Here are a few tidbits about the Dropbox IPO. Including restricted stock units, the valuation would be about $7.6 billion. On Monday, it set an estimated range of $16 to $18 per share for the offering.
Business Insider (BI) said Dropbox plans to list 36 million shares in its upcoming IPO.
Dropbox, which crossed 1 million users mark in 2010, now has 500 million users across 180 countries. The cloud storage firm said its free Basic plan is the main vehicle for drawing in new paying customers.
In its regulatory filing with the Securities and Exchange Commission, Dropbox reported 2017 revenue of US$1.11 billion, up 31 percent from US$844.8 million, a year earlier. The company posted revenue of $1.1 billion on a net loss of $111.7 million. Dropbox has been cash flow positive since 2016.
Another issue worth noting is that Dropbox has a massive group of underwriters.

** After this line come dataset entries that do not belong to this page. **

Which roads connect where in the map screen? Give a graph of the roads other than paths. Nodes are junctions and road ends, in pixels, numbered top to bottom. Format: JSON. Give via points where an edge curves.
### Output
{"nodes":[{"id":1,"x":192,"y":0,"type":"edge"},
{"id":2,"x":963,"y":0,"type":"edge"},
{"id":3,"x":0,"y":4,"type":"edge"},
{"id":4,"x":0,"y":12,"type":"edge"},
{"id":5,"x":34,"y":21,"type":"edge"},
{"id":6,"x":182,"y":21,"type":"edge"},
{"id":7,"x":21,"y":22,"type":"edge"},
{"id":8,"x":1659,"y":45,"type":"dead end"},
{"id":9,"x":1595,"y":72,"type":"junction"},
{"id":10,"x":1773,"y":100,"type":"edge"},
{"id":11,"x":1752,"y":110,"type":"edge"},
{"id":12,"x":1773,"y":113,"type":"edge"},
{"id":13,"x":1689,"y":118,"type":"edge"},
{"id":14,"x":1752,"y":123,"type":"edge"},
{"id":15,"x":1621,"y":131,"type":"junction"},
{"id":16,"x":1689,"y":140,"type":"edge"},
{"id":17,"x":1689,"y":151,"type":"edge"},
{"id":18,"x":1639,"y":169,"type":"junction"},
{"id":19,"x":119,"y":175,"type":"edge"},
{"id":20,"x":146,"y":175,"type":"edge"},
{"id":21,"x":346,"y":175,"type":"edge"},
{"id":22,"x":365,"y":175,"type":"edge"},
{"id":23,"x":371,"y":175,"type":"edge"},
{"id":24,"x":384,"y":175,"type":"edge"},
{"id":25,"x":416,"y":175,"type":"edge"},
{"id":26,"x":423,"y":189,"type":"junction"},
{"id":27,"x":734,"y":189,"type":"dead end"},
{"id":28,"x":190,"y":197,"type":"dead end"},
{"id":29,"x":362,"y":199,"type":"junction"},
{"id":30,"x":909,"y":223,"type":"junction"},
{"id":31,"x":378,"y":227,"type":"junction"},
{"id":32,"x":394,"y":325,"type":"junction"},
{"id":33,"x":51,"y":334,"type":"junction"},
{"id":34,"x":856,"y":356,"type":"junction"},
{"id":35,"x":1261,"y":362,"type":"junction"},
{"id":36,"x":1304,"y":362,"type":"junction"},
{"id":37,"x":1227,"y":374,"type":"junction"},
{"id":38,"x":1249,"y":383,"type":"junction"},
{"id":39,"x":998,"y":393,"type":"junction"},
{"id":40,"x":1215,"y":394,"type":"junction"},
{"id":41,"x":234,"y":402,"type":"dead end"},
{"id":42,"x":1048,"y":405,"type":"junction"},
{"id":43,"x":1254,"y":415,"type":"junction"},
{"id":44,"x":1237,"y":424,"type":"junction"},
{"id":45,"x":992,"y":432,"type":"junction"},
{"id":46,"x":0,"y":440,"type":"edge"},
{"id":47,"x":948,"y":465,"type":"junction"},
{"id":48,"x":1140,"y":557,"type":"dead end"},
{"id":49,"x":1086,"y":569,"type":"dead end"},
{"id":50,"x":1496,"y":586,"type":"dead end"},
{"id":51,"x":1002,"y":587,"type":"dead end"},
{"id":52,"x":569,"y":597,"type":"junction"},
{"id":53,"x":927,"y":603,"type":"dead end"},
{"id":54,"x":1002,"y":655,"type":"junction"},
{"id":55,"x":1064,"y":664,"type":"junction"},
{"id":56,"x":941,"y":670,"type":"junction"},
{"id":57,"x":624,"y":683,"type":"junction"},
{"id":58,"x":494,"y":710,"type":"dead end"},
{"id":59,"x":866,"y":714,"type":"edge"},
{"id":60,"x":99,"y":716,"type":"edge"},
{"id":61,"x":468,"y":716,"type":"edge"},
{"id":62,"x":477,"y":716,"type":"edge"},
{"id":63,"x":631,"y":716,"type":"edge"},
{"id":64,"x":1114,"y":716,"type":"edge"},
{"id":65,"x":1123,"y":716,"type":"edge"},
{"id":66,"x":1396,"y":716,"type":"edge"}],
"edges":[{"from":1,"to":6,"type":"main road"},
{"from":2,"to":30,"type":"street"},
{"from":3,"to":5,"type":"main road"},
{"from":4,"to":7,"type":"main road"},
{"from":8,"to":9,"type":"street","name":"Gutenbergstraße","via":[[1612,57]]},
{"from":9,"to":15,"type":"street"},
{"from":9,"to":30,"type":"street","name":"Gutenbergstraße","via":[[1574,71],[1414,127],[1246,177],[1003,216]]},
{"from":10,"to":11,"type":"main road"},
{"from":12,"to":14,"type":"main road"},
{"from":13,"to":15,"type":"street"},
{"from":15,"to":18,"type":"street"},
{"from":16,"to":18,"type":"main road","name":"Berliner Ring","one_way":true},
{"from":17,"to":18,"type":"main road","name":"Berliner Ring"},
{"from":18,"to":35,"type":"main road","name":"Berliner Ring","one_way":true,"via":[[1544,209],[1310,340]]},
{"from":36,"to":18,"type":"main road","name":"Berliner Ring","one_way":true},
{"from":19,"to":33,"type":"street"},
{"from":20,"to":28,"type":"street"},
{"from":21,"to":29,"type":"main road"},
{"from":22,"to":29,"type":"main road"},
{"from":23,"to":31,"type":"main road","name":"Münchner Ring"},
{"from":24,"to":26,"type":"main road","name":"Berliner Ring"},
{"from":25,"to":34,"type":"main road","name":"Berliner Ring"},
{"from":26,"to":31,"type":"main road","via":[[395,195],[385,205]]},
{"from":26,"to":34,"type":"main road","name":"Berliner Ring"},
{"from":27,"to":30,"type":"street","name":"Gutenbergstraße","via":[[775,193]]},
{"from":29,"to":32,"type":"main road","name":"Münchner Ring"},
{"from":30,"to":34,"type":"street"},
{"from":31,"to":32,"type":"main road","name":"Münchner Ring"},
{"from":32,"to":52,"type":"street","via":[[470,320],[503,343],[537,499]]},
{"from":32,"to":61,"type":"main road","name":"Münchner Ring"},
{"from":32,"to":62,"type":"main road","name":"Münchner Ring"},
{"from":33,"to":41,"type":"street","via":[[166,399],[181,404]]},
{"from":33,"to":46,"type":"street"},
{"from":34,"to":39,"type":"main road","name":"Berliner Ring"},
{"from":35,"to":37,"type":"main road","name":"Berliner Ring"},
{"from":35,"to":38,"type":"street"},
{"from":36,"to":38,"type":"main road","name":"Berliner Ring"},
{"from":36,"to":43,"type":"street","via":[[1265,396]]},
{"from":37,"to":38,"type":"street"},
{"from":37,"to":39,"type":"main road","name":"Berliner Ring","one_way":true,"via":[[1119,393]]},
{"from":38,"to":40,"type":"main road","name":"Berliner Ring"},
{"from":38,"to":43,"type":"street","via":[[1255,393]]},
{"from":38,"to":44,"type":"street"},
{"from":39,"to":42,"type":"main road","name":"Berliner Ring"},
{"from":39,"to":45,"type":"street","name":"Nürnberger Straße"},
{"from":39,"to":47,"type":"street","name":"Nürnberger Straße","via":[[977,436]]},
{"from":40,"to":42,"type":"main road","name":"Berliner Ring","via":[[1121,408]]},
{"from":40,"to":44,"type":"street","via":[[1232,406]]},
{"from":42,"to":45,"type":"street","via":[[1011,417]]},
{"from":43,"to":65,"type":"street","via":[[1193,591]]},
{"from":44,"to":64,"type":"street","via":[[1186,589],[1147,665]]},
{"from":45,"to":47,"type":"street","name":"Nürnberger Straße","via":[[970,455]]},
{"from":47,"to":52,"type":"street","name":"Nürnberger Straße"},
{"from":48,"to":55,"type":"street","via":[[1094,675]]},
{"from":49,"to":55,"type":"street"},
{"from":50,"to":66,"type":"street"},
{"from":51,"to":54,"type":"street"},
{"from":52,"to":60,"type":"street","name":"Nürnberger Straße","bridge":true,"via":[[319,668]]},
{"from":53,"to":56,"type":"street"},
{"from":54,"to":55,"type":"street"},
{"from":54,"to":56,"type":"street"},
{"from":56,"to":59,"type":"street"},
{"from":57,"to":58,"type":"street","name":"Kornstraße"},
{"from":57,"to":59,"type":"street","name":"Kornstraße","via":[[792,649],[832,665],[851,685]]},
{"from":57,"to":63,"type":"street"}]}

Goldman Sachs, J.P. Morgan, Deutsche Bank, Allen & Company, BofA Merrill Lynch, RBC Capital Markets, Jefferies and Macquarie Capital are the joint bookrunners on the deal.
Existing shareholders include many well-known names in the technology world, as well as funds managed by Sequoia Capital, Accel, Green Bay Advisors, T. Rowe Price and more.

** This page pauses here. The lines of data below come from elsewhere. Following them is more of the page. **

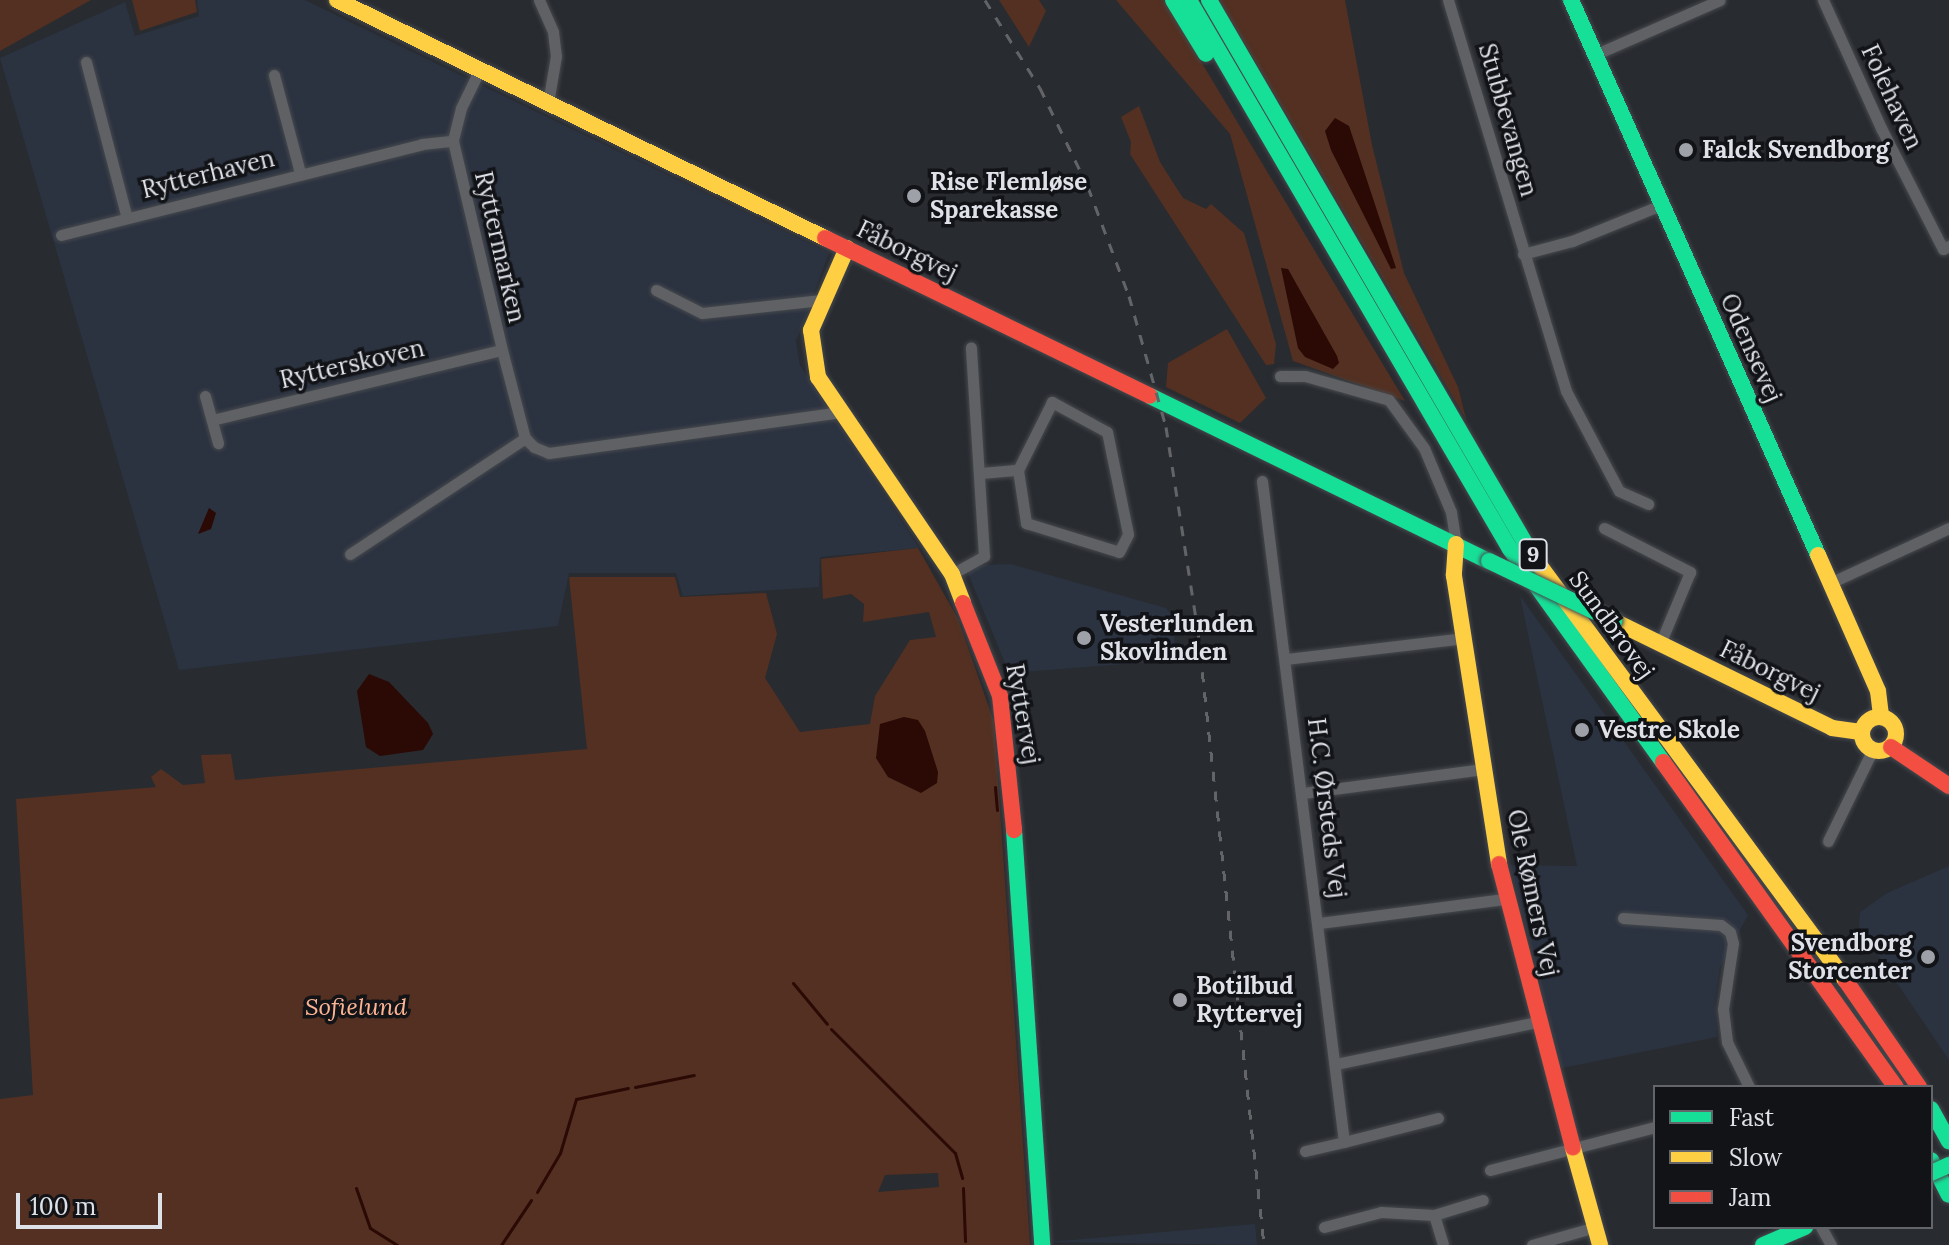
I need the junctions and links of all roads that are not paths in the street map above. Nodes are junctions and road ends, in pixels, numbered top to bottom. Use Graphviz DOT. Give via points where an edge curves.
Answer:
graph roads {
  1 [pos="337,0"];
  2 [pos="539,0"];
  3 [pos="1173,0"];
  4 [pos="1189,0"];
  5 [pos="1209,0"];
  6 [pos="1448,0"];
  7 [pos="1571,0"];
  8 [pos="1720,0"];
  9 [pos="1823,0"];
  10 [pos="1594,55"];
  11 [pos="86,62"];
  12 [pos="480,69"];
  13 [pos="274,75"];
  14 [pos="548,103"];
  15 [pos="453,141"];
  16 [pos="300,173"];
  17 [pos="1661,205"];
  18 [pos="127,218"];
  19 [pos="61,235"];
  20 [pos="1949,246"];
  21 [pos="847,248"];
  22 [pos="1523,254"];
  23 [pos="1346,276"];
  24 [pos="656,290"];
  25 [pos="821,300"];
  26 [pos="971,347"];
  27 [pos="502,350"];
  28 [pos="1280,376"];
  29 [pos="205,396"];
  30 [pos="839,412"];
  31 [pos="212,420"];
  32 [pos="525,438"];
  33 [pos="218,443"];
  34 [pos="1018,470"];
  35 [pos="981,473"];
  36 [pos="1262,481"];
  37 [pos="1648,504"];
  38 [pos="1604,528"];
  39 [pos="1949,528"];
  40 [pos="1456,544"];
  41 [pos="350,554"];
  42 [pos="952,574"];
  43 [pos="1830,583"];
  44 [pos="1464,638"];
  45 [pos="1660,644"];
  46 [pos="1286,659"];
  47 [pos="1881,717"];
  48 [pos="1861,732"];
  49 [pos="1891,747"];
  50 [pos="1872,751"];
  51 [pos="1483,769"];
  52 [pos="1949,786"];
  53 [pos="1303,793"];
  54 [pos="1828,841"];
  55 [pos="1504,899"];
  56 [pos="1623,918"];
  57 [pos="1319,923"];
  58 [pos="1537,1022"];
  59 [pos="1336,1064"];
  60 [pos="1917,1083"];
  61 [pos="1748,1085"];
  62 [pos="1895,1085"];
  63 [pos="1933,1103"];
  64 [pos="1933,1113"];
  65 [pos="1438,1118"];
  66 [pos="1949,1126"];
  67 [pos="1653,1128"];
  68 [pos="1949,1141"];
  69 [pos="1344,1142"];
  70 [pos="1933,1148"];
  71 [pos="1573,1149"];
  72 [pos="1305,1151"];
  73 [pos="1933,1164"];
  74 [pos="1490,1170"];
  75 [pos="1949,1177"];
  76 [pos="1949,1195"];
  77 [pos="1483,1200"];
  78 [pos="1434,1215"];
  79 [pos="1324,1227"];
  80 [pos="1595,1227"];
  81 [pos="1800,1229"];
  82 [pos="1042,1245"];
  83 [pos="1443,1245"];
  84 [pos="1532,1245"];
  85 [pos="1600,1245"];
  86 [pos="1763,1245"];
  1 -- 12 [label="street, Fåborgvej"];
  2 -- 14 [label="street" via="553,32 556,56"];
  3 -- 23 [label="street"];
  4 -- 23 [label="street, Sundbrovej / 9"];
  5 -- 60 [label="street, Sundbrovej / 9" via="1499,504 1562,601"];
  6 -- 22 [label="street, Stubbevangen"];
  7 -- 10 [label="street, Odensevej"];
  8 -- 10 [label="street"];
  9 -- 20 [label="street, Folehaven" via="1894,155 1943,249"];
  10 -- 17 [label="street, Odensevej"];
  11 -- 18 [label="street, Rytterhaven"];
  12 -- 14 [label="street, Fåborgvej"];
  12 -- 15 [label="street, Ryttermarken" via="461,108"];
  13 -- 16 [label="street, Rytterhaven"];
  14 -- 21 [label="street, Fåborgvej"];
  15 -- 16 [label="street, Rytterhaven"];
  15 -- 27 [label="street, Ryttermarken"];
  16 -- 18 [label="street, Rytterhaven"];
  17 -- 22 [label="street" via="1572,241"];
  17 -- 43 [label="street, Odensevej"];
  18 -- 19 [label="street, Rytterhaven"];
  21 -- 25 [label="street, Ryttervej"];
  21 -- 40 [label="street, Fåborgvej"];
  22 -- 37 [label="street, Stubbevangen" via="1566,391 1619,491"];
  23 -- 62 [label="street, Sundbrovej / 9" via="1541,596"];
  24 -- 25 [label="street" via="702,313"];
  25 -- 30 [label="street, Ryttervej" via="811,351 818,377"];
  26 -- 35 [label="street"];
  27 -- 31 [label="street, Rytterskoven"];
  27 -- 32 [label="street, Ryttermarken"];
  28 -- 40 [label="street" via="1319,379 1389,400 1424,448 1453,519"];
  29 -- 31 [label="street"];
  30 -- 32 [label="street" via="549,453"];
  30 -- 42 [label="street, Ryttervej"];
  31 -- 33 [label="street"];
  32 -- 41 [label="street"];
  34 -- 34 [label="street" via="1026,523 1119,552 1128,534 1107,432 1052,402"];
  34 -- 35 [label="street"];
  35 -- 42 [label="street" via="984,556"];
  36 -- 46 [label="street, H.C. Ørsteds Vej"];
  38 -- 45 [label="street" via="1690,572"];
  39 -- 43 [label="street"];
  40 -- 44 [label="street, Ole Rømers Vej" via="1453,567"];
  40 -- 45 [label="street, Fåborgvej, bridge"];
  42 -- 82 [label="street, Ryttervej" via="988,656 1009,751"];
  43 -- 47 [label="street, Odensevej" via="1878,691"];
  44 -- 46 [label="street"];
  44 -- 51 [label="street, Ole Rømers Vej"];
  45 -- 48 [label="street, Fåborgvej" via="1832,728"];
  46 -- 53 [label="street, H.C. Ørsteds Vej"];
  47 -- 48 [label="street" via="1870,719"];
  47 -- 49 [label="street" via="1896,732"];
  48 -- 50 [label="street"];
  49 -- 50 [label="street"];
  49 -- 52 [label="street"];
  50 -- 54 [label="street"];
  51 -- 53 [label="street"];
  51 -- 55 [label="street, Ole Rømers Vej"];
  53 -- 57 [label="street, H.C. Ørsteds Vej"];
  55 -- 57 [label="street"];
  55 -- 58 [label="street, Ole Rømers Vej"];
  56 -- 61 [label="street" via="1721,925 1730,932 1723,1009 1727,1042"];
  57 -- 59 [label="street, H.C. Ørsteds Vej"];
  58 -- 59 [label="street"];
  58 -- 71 [label="street, Ole Rømers Vej"];
  59 -- 69 [label="street, H.C. Ørsteds Vej"];
  63 -- 66 [label="street"];
  64 -- 68 [label="street"];
  65 -- 69 [label="street"];
  67 -- 71 [label="street"];
  69 -- 72 [label="street"];
  70 -- 75 [label="street"];
  71 -- 74 [label="street"];
  71 -- 80 [label="street, Ole Rømers Vej"];
  73 -- 76 [label="street"];
  77 -- 78 [label="street"];
  78 -- 79 [label="street" via="1381,1212"];
  78 -- 83 [label="street"];
  80 -- 84 [label="street"];
  80 -- 85 [label="street, Ole Rømers Vej"];
  81 -- 86 [label="street"];
}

At the midpoint of the range, Dropbox's IPO would be $612 million, the largest tech offering since Snap (NYSE: SNAP) went public a year ago.
The Class A shares carry one vote each, while its Class B shares carry 10 votes each. The latter company is both an investor in Dropbox and an important partner, with the two having announced a collaboration just last week to tighten the integration between their services. That being said, preliminary checks have already indicated that demand from investors for Dropbox shares will be strong.